WHAT IS BEING ASKED: Word for word, copy the listing below and leave out its images.

=-=-=-=-=

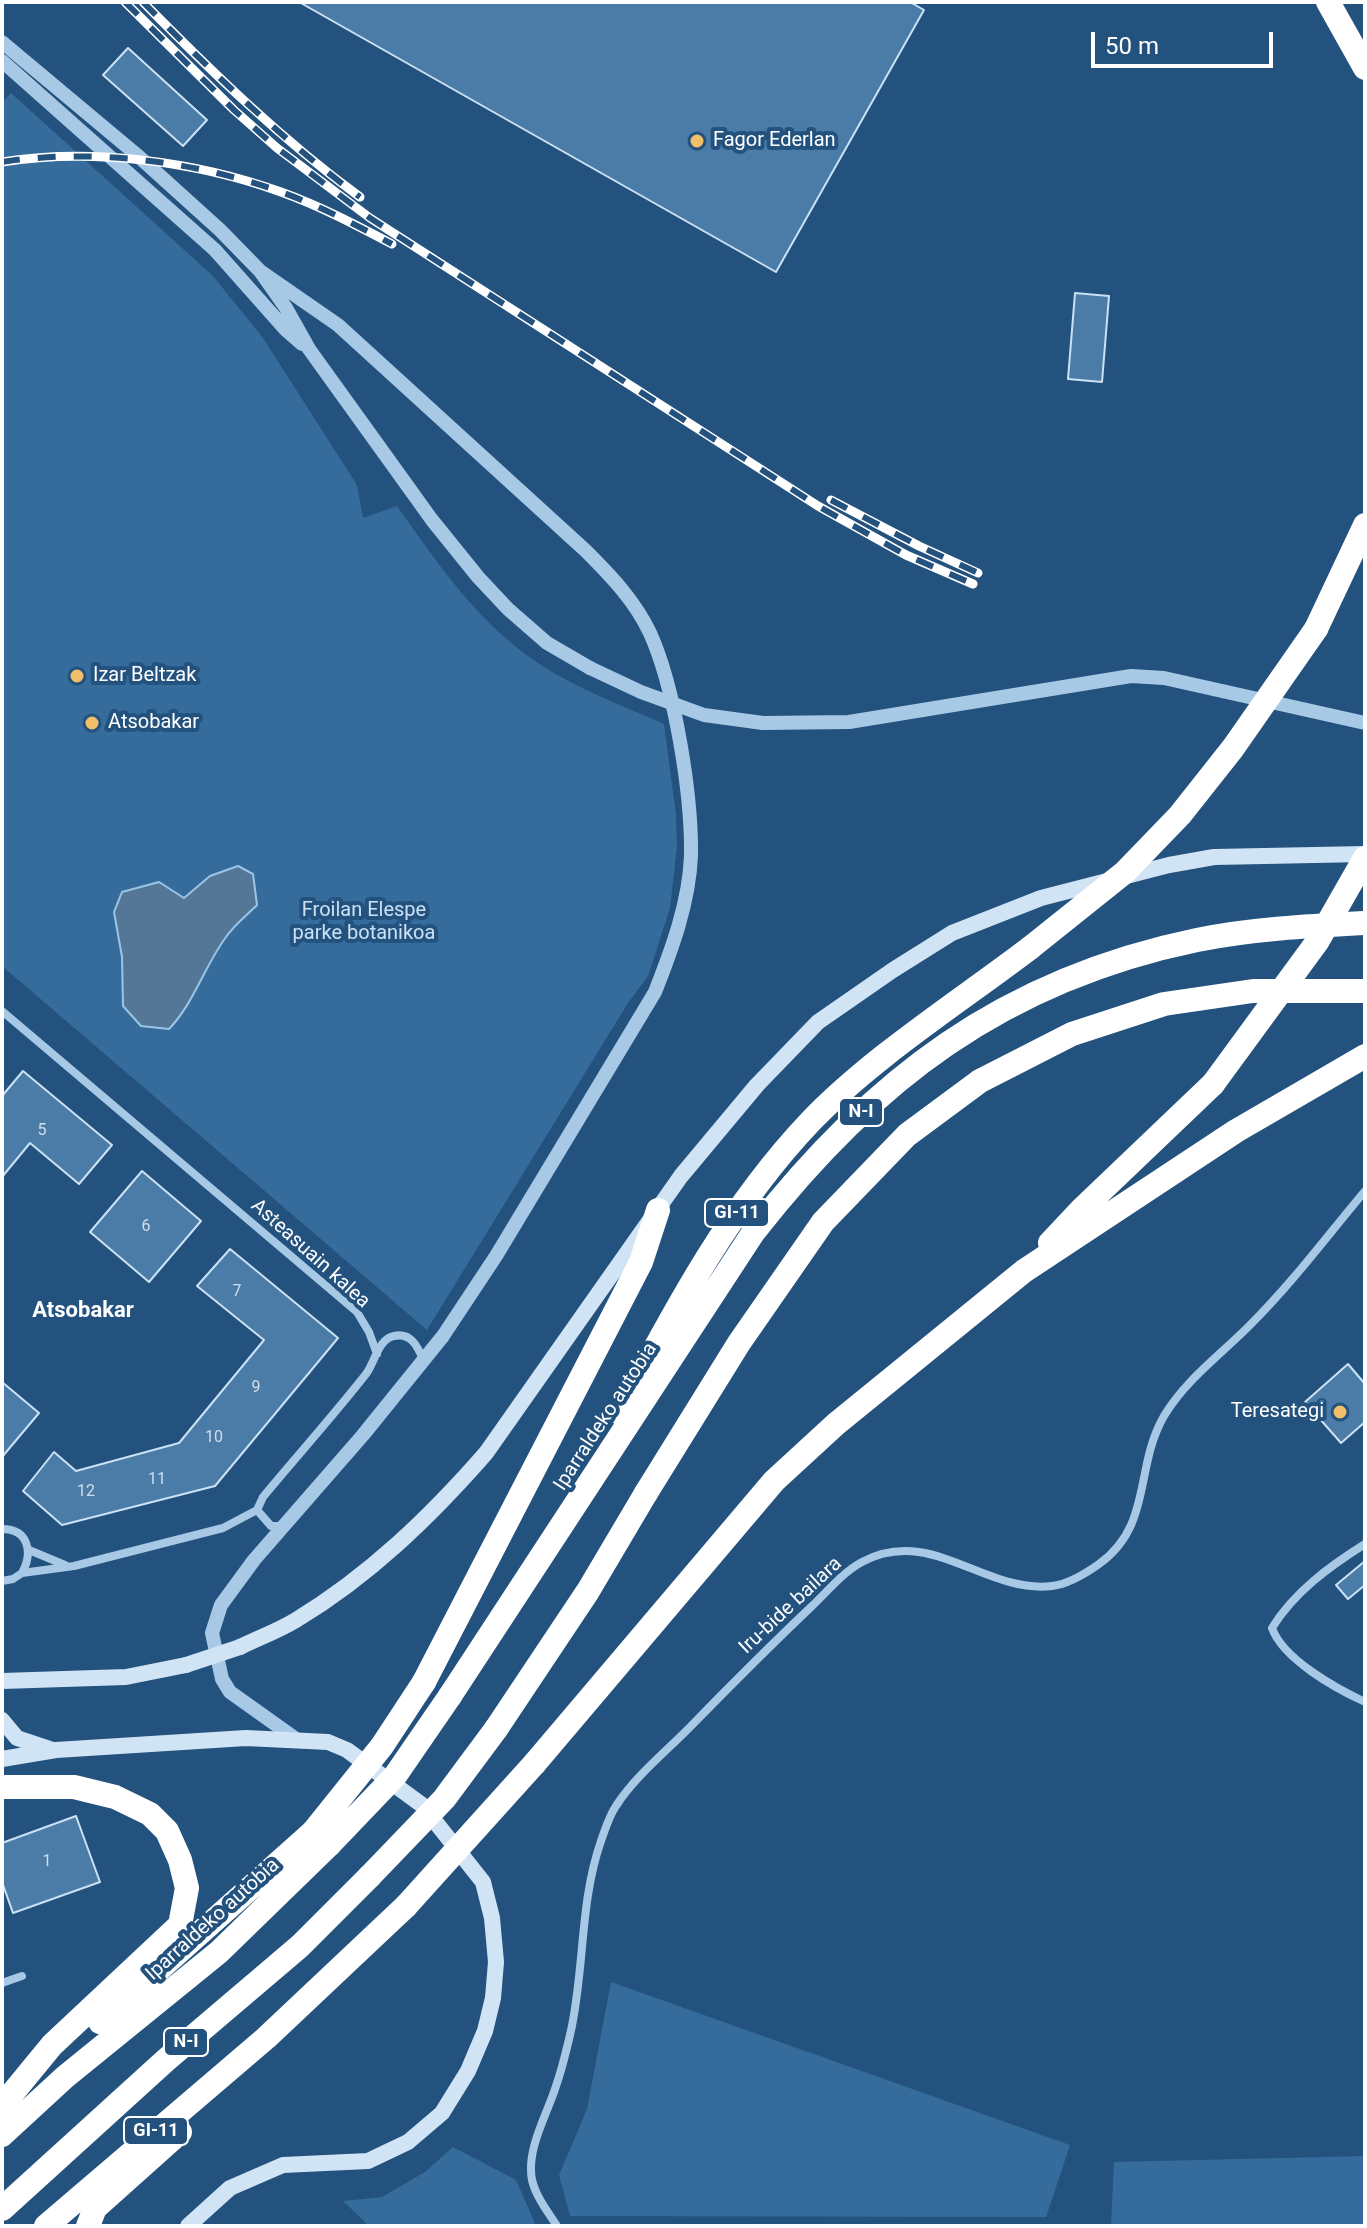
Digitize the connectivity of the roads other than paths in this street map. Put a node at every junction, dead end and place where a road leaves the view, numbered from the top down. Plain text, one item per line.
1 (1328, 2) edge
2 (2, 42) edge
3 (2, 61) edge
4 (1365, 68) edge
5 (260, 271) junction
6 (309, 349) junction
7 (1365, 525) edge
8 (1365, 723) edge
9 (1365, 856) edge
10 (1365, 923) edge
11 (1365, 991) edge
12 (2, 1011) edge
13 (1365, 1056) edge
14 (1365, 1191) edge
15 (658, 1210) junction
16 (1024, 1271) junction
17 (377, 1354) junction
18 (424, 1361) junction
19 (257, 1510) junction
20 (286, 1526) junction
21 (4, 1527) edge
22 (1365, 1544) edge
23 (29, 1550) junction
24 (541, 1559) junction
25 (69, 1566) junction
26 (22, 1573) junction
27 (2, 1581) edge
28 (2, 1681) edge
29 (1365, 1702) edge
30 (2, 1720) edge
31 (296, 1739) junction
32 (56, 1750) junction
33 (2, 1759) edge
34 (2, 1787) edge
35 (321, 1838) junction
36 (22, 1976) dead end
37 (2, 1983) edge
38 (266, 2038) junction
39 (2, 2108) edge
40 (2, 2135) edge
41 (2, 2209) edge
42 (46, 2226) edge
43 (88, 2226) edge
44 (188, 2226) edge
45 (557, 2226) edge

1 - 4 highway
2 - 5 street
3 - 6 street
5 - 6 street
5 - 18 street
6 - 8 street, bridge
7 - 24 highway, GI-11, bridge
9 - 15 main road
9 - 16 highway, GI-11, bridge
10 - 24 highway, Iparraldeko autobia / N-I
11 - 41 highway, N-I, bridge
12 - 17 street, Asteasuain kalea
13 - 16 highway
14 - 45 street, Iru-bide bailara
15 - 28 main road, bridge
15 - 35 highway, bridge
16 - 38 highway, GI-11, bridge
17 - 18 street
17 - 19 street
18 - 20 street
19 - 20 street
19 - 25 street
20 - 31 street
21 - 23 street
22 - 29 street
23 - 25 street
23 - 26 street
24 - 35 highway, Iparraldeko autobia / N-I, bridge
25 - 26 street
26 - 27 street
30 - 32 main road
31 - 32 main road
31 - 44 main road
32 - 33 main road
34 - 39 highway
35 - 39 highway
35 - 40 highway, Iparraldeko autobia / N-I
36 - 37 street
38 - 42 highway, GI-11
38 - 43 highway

=-=-=-=-=

ANSWER:
Digitize the connectivity of the roads other than paths in this street map. Put a node at every junction, dead end and place where a road leaves the view, numbered from the top down. Plain text, one item per line.
1 (1328, 2) edge
2 (2, 42) edge
3 (2, 61) edge
4 (1365, 68) edge
5 (260, 271) junction
6 (309, 349) junction
7 (1365, 525) edge
8 (1365, 723) edge
9 (1365, 856) edge
10 (1365, 923) edge
11 (1365, 991) edge
12 (2, 1011) edge
13 (1365, 1056) edge
14 (1365, 1191) edge
15 (658, 1210) junction
16 (1024, 1271) junction
17 (377, 1354) junction
18 (424, 1361) junction
19 (257, 1510) junction
20 (286, 1526) junction
21 (4, 1527) edge
22 (1365, 1544) edge
23 (29, 1550) junction
24 (541, 1559) junction
25 (69, 1566) junction
26 (22, 1573) junction
27 (2, 1581) edge
28 (2, 1681) edge
29 (1365, 1702) edge
30 (2, 1720) edge
31 (296, 1739) junction
32 (56, 1750) junction
33 (2, 1759) edge
34 (2, 1787) edge
35 (321, 1838) junction
36 (22, 1976) dead end
37 (2, 1983) edge
38 (266, 2038) junction
39 (2, 2108) edge
40 (2, 2135) edge
41 (2, 2209) edge
42 (46, 2226) edge
43 (88, 2226) edge
44 (188, 2226) edge
45 (557, 2226) edge

1 - 4 highway
2 - 5 street
3 - 6 street
5 - 6 street
5 - 18 street
6 - 8 street, bridge
7 - 24 highway, GI-11, bridge
9 - 15 main road
9 - 16 highway, GI-11, bridge
10 - 24 highway, Iparraldeko autobia / N-I
11 - 41 highway, N-I, bridge
12 - 17 street, Asteasuain kalea
13 - 16 highway
14 - 45 street, Iru-bide bailara
15 - 28 main road, bridge
15 - 35 highway, bridge
16 - 38 highway, GI-11, bridge
17 - 18 street
17 - 19 street
18 - 20 street
19 - 20 street
19 - 25 street
20 - 31 street
21 - 23 street
22 - 29 street
23 - 25 street
23 - 26 street
24 - 35 highway, Iparraldeko autobia / N-I, bridge
25 - 26 street
26 - 27 street
30 - 32 main road
31 - 32 main road
31 - 44 main road
32 - 33 main road
34 - 39 highway
35 - 39 highway
35 - 40 highway, Iparraldeko autobia / N-I
36 - 37 street
38 - 42 highway, GI-11
38 - 43 highway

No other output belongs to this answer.